Unsolved
This post is more than 5 years old
22 Posts
1
1125
October 1st, 2013 17:00
After 5876 Micro Code upgrade , we have seen lot of disk failures on VMAX. I.E one disk every day. I won't say Micro code could be the reason which might be a coincident. Can anyone help me out.
Can any one help find the reason for so many disk failures, from the past 15 days we had 15 disk failures.
No Events found!
taz_at_emc
54 Posts
0
October 1st, 2013 21:00
Kiran,
The code is "never" a problem with VMAX. Being an EMC Customer I have never faced this problem in our environment and nor seen in other environments. A code is released only when the EMC Engineering team and the other high level reviewers review it and give a GO LIVE signal. Coming to the disk failures - it depends on the type of disk and the high disk read/write ratio.
I strongly recommend opening a high priority support case and call in the EMC CE onsite to physically inspect your VMAX.
Note: You can provide the code level and the VMAX type in this forum.
Taz
umichklewis
3 Apprentice
•
1.2K Posts
0
October 2nd, 2013 06:00
One thing to consider is that the drives are most likely not "failed" in the classic sense. The VMAX leverages predictive analysis on the drives and attempts to spare them "before" they actually fail out. There's always a chance that the code upgrade is now seeing issues that meet criteria for sparing them out. Be sure to check with your CE to see if a hotfix or patch is needed to address the issue.
Hope this helps!
kiranmims
22 Posts
0
October 3rd, 2013 13:00
This is what EMC has to say.
WIth 5876 code there is an enhancement in the code to proactively spare out the drive after certain number of disk errors.

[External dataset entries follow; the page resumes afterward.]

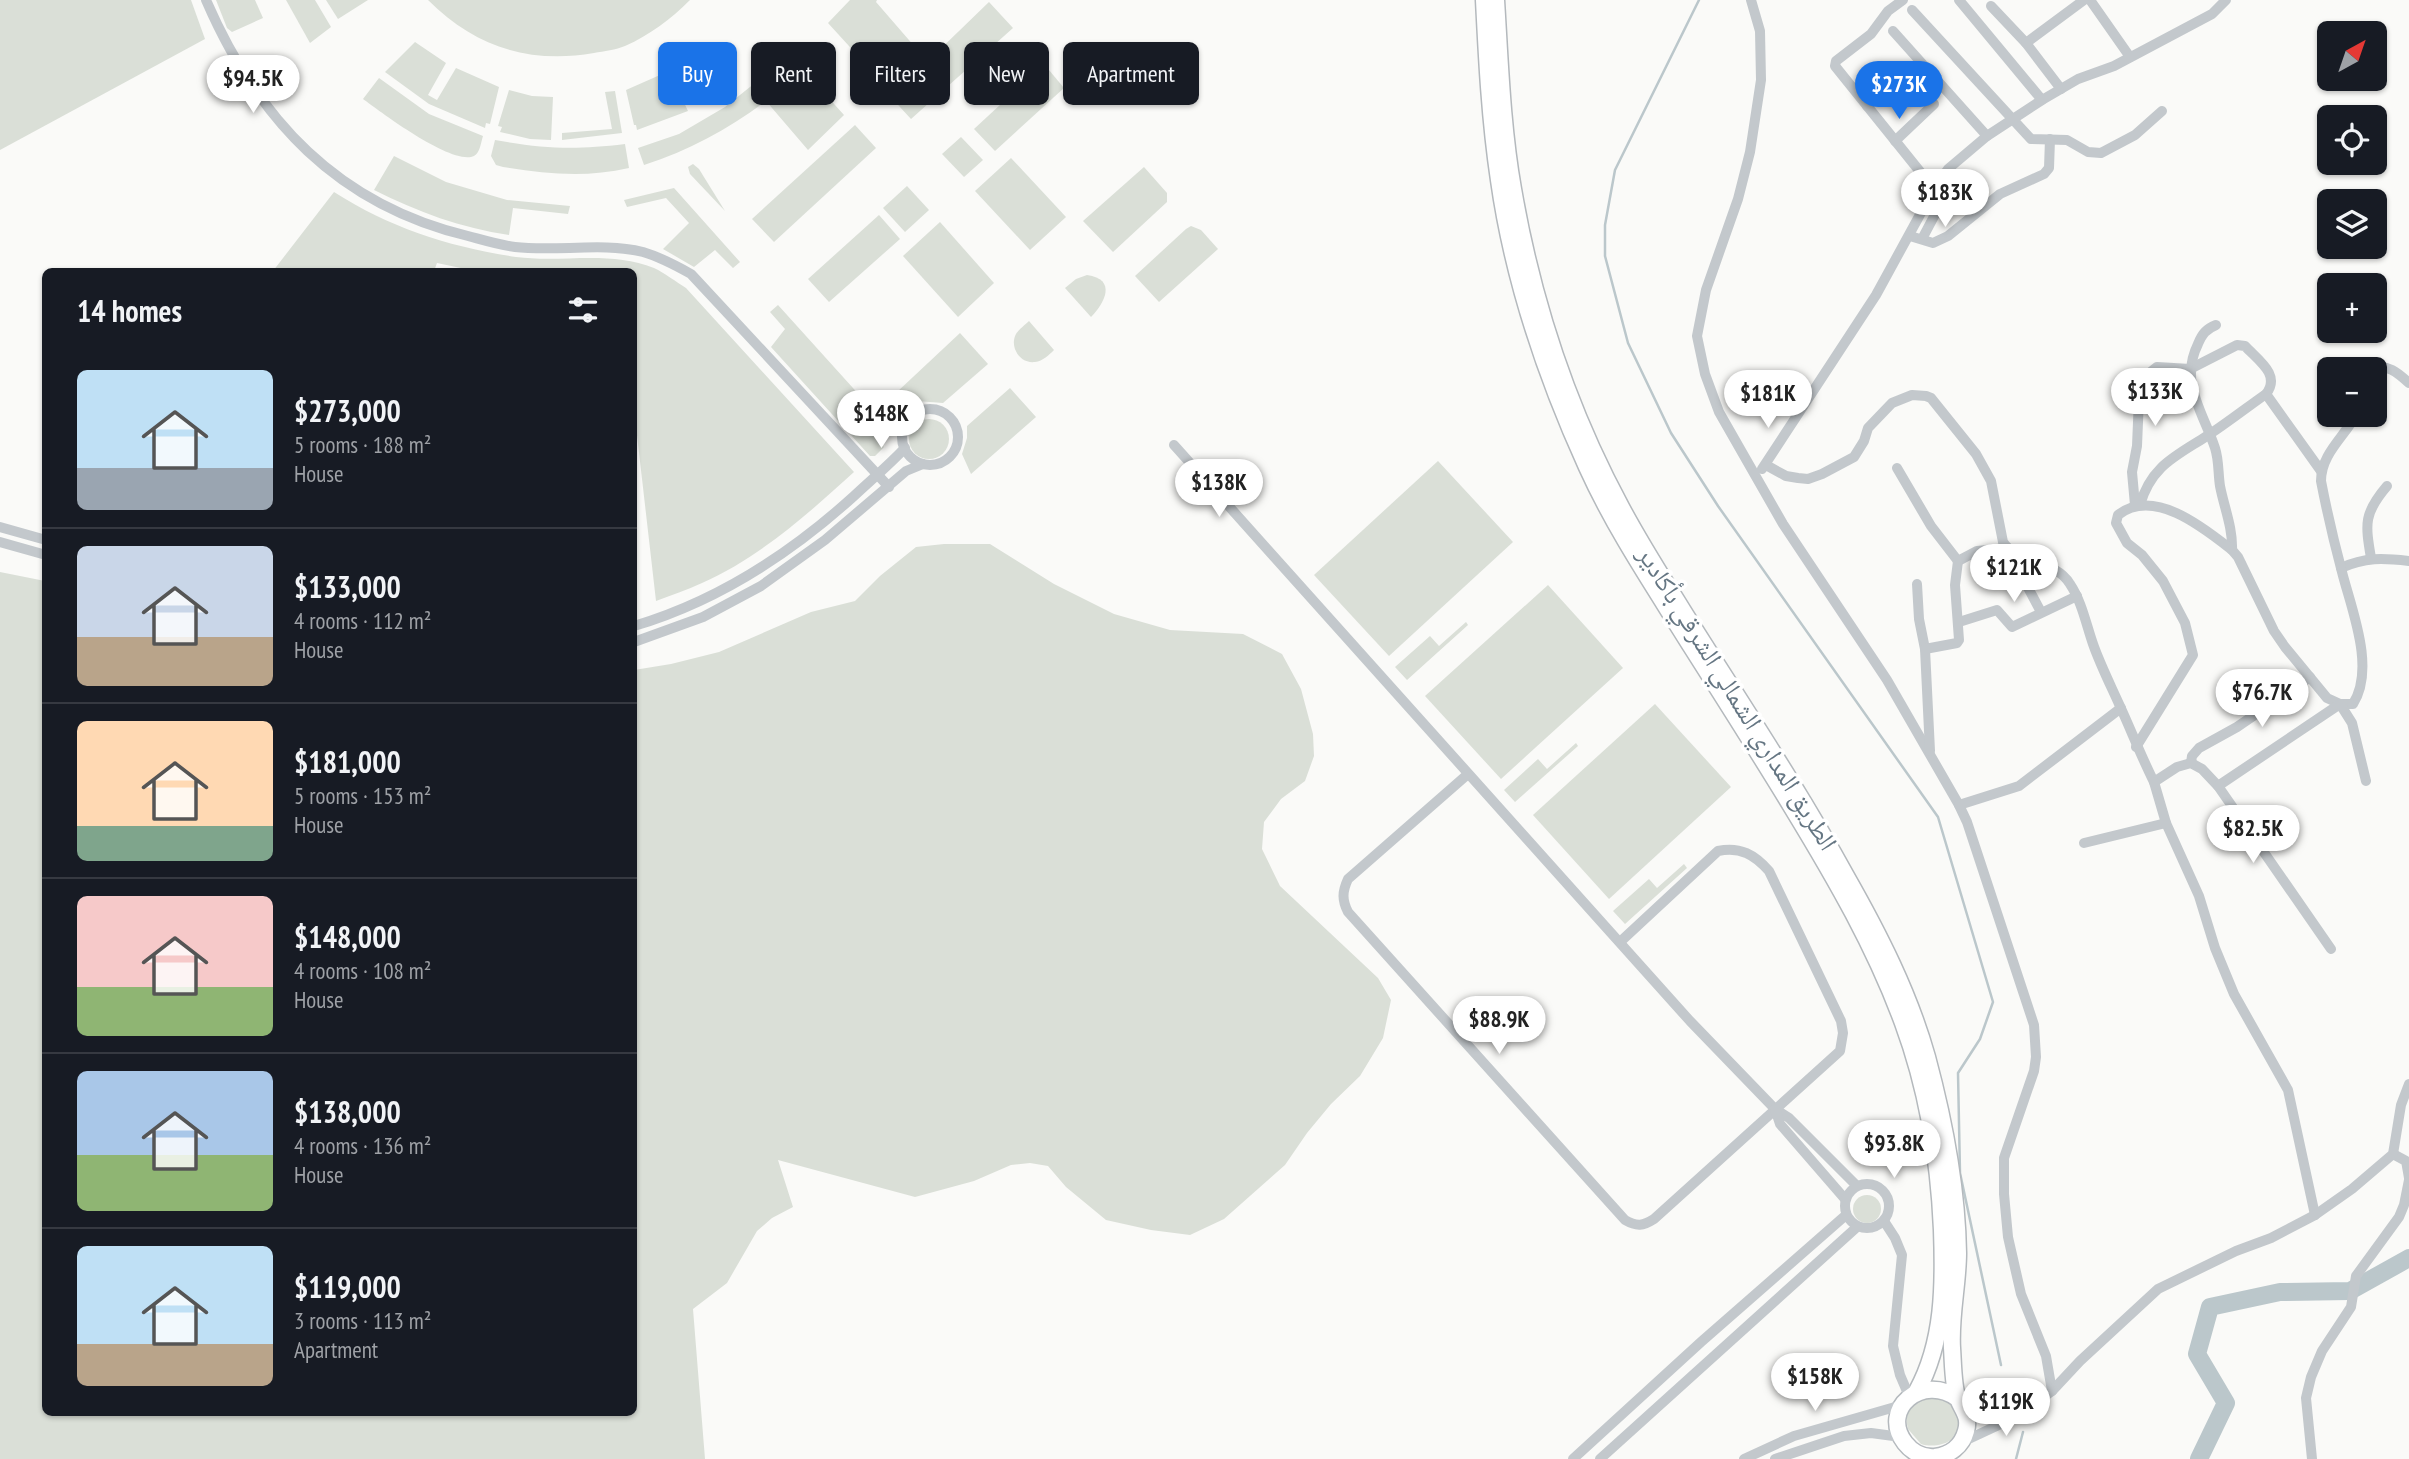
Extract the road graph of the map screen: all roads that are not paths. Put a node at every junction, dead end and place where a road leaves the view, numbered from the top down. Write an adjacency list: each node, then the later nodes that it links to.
1 (206, 0): 42 (street)
2 (1484, 0): 91 (highway, الطريق المداري الشمالي الشرقي بأكادير)
3 (1496, 0): 92 (highway, الطريق المداري الشمالي الشرقي بأكادير)
4 (1751, 0): 43 (street)
5 (1903, 0): 19 (street)
6 (1959, 0): 17 (street)
7 (2084, 0): 13 (street)
8 (2090, 0): 14 (street)
9 (2226, 0): 14 (street)
10 (1990, 6): 13 (street)
11 (1912, 10): 21 (street)
12 (1893, 31): 22 (street)
13 (2026, 43): 16 (street)
14 (2130, 57): 16 (street)
15 (1906, 71): 19 (street)
16 (2061, 89): 17 (street)
17 (2042, 100): 21 (street)
18 (1934, 104): 24 (street)
19 (1867, 106): 24 (street)
20 (2162, 111): 23 (street)
21 (2012, 119): 22 (street); 23 (street)
22 (1987, 136): 25 (street)
23 (2050, 139): 28 (street)
24 (1895, 141): 25 (street)
25 (1934, 189): 27 (street)
26 (1940, 205): 28 (street)
27 (1910, 236): 28 (street); 39 (street)
28 (1922, 239)
29 (2216, 325): 31 (street)
30 (2387, 368): 32 (street)
31 (2190, 369): 33 (street); 35 (street); 46 (street)
32 (2409, 383)
33 (2266, 394): 35 (street); 41 (street)
34 (2347, 427): 41 (street)
35 (2208, 435): 46 (street); 51 (street)
36 (1174, 445): 70 (street)
37 (905, 447): 38 (street); 38 (street); 42 (street)
38 (923, 464): 45 (street)
39 (1766, 465): 43 (street); 50 (street)
40 (1897, 468): 54 (street)
41 (2321, 471): 56 (street)
42 (878, 474): 45 (street); 61 (street)
43 (1757, 477): 68 (street)
44 (2388, 486): 53 (street)
45 (889, 487): 62 (street)
46 (2138, 505): 51 (street); 67 (street)
47 (0, 527): 48 (street)
48 (42, 539)
49 (0, 542): 52 (street)
50 (2007, 548): 54 (street); 58 (street); 59 (street)
51 (2232, 550): 64 (street)
52 (42, 554)
53 (2371, 558): 55 (street); 56 (street)
54 (1958, 561): 60 (street)
55 (2409, 561)
56 (2341, 568): 65 (street)
57 (1917, 584): 63 (street)
58 (2077, 596): 59 (street); 66 (street)
59 (2041, 612): 60 (street)
60 (1959, 622): 63 (street)
61 (637, 625)
62 (637, 641)
63 (1925, 649): 68 (street)
64 (2310, 677): 65 (street); 69 (street)
65 (2340, 704): 71 (street); 73 (street)
66 (2121, 708): 67 (street); 74 (street)
67 (2136, 747): 72 (street)
68 (1930, 755): 74 (street)
69 (2191, 762): 72 (street); 73 (street)
70 (1468, 774): 77 (street); 80 (street)
71 (2366, 780)
72 (2154, 782): 75 (street)
73 (2217, 786): 78 (street)
74 (1959, 806): 90 (street)
75 (2166, 823): 76 (street); 87 (street)
76 (2084, 843)
77 (1620, 942): 80 (street); 80 (street)
78 (2331, 949)
79 (2409, 1084): 81 (street)
80 (1775, 1109): 84 (street); 85 (street)
81 (2393, 1154): 82 (street); 87 (street)
82 (2408, 1162): 83 (street)
83 (2409, 1179): 101 (street)
84 (1856, 1185): 85 (street); 88 (street)
85 (1845, 1199): 86 (street)
86 (1846, 1214): 89 (street); 96 (street)
87 (2315, 1214): 90 (street)
88 (1884, 1221): 89 (street); 91 (street)
89 (1857, 1227): 97 (street)
90 (2052, 1391): 93 (street)
91 (1910, 1398): 92 (highway); 94 (highway); 98 (street)
92 (1959, 1400): 93 (street); 95 (highway)
93 (2034, 1404): 95 (street)
94 (1903, 1440): 95 (highway); 99 (street); 100 (highway)
95 (1953, 1452)
96 (1573, 1459)
97 (1600, 1459)
98 (1744, 1459)
99 (1774, 1459)
100 (1909, 1459)
101 (2312, 1459)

As the code is upgraded just Two weeks back, you would see high replacement count. It should gradually reduce in the next one week or so.
kiranmims
22 Posts
0
October 3rd, 2013 13:00
Thanks for your reply.. I've opened a SEV2 case with EMC to inspect the same as everyday one Disk is getting failed.
Fenglin1
4 Operator
•
2.1K Posts
0
October 7th, 2013 22:00
It might also be the historic events in your array which already invoked spare previously. We were experiencing similar issue that after code upgrading Enginuity will trigger disk failure event in symmwin log that indicate disk is failure but the disk was replaced indeed in previously maintenance. You'd better confirm with your CE or call PSE for checking the failed disk status in you array then ignore the elder disk failure events.